Records excerpted from a collection
════════════════════

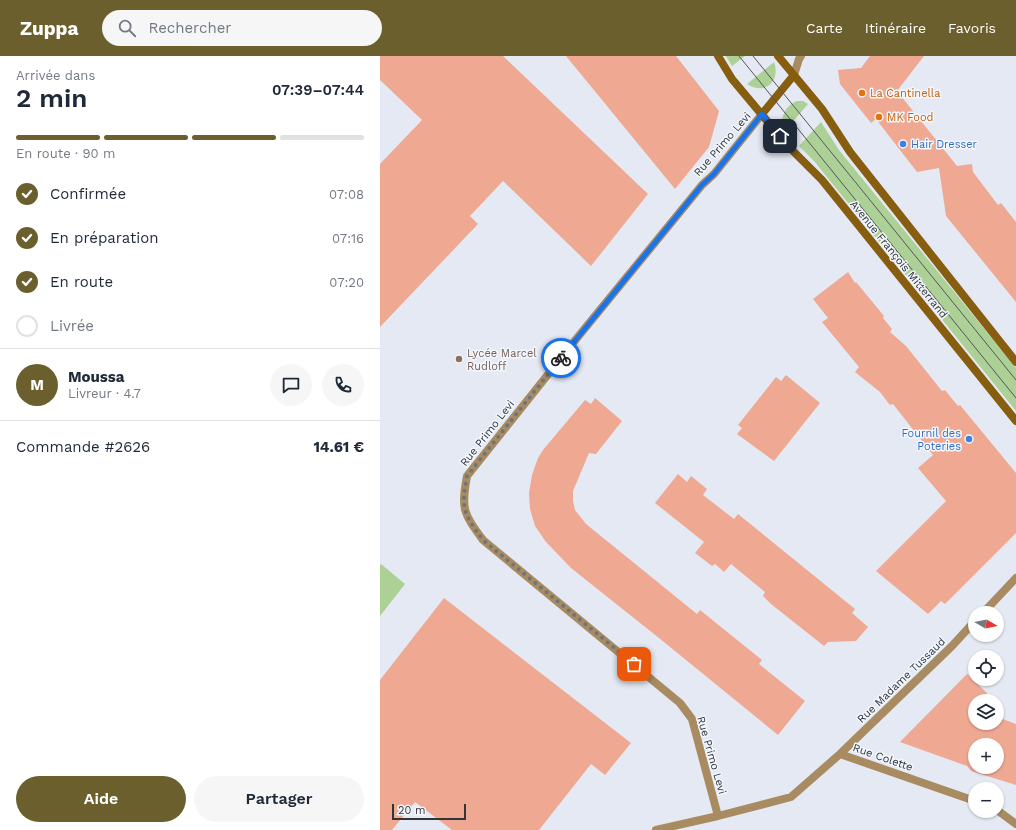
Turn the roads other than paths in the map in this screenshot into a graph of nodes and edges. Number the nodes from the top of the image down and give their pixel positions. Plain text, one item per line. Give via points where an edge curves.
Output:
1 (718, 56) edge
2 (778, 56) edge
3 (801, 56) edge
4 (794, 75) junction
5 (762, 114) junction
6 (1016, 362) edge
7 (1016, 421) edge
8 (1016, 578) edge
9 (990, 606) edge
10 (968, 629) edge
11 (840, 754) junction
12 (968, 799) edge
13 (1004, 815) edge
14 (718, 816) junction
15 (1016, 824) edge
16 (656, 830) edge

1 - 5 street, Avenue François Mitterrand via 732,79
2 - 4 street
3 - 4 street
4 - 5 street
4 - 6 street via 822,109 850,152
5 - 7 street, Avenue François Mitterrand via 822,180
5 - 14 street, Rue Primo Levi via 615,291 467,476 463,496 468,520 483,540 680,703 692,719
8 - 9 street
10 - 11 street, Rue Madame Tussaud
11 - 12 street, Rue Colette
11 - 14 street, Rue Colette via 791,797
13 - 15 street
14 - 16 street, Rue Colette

════════════════════

*Directions*
An exact reproduction of the data is required, with pictures excluded.

*Answer section*
Turn the roads other than paths in the map in this screenshot into a graph of nodes and edges. Number the nodes from the top of the image down and give their pixel positions. Plain text, one item per line. Give via points where an edge curves.
Output:
1 (718, 56) edge
2 (778, 56) edge
3 (801, 56) edge
4 (794, 75) junction
5 (762, 114) junction
6 (1016, 362) edge
7 (1016, 421) edge
8 (1016, 578) edge
9 (990, 606) edge
10 (968, 629) edge
11 (840, 754) junction
12 (968, 799) edge
13 (1004, 815) edge
14 (718, 816) junction
15 (1016, 824) edge
16 (656, 830) edge

1 - 5 street, Avenue François Mitterrand via 732,79
2 - 4 street
3 - 4 street
4 - 5 street
4 - 6 street via 822,109 850,152
5 - 7 street, Avenue François Mitterrand via 822,180
5 - 14 street, Rue Primo Levi via 615,291 467,476 463,496 468,520 483,540 680,703 692,719
8 - 9 street
10 - 11 street, Rue Madame Tussaud
11 - 12 street, Rue Colette
11 - 14 street, Rue Colette via 791,797
13 - 15 street
14 - 16 street, Rue Colette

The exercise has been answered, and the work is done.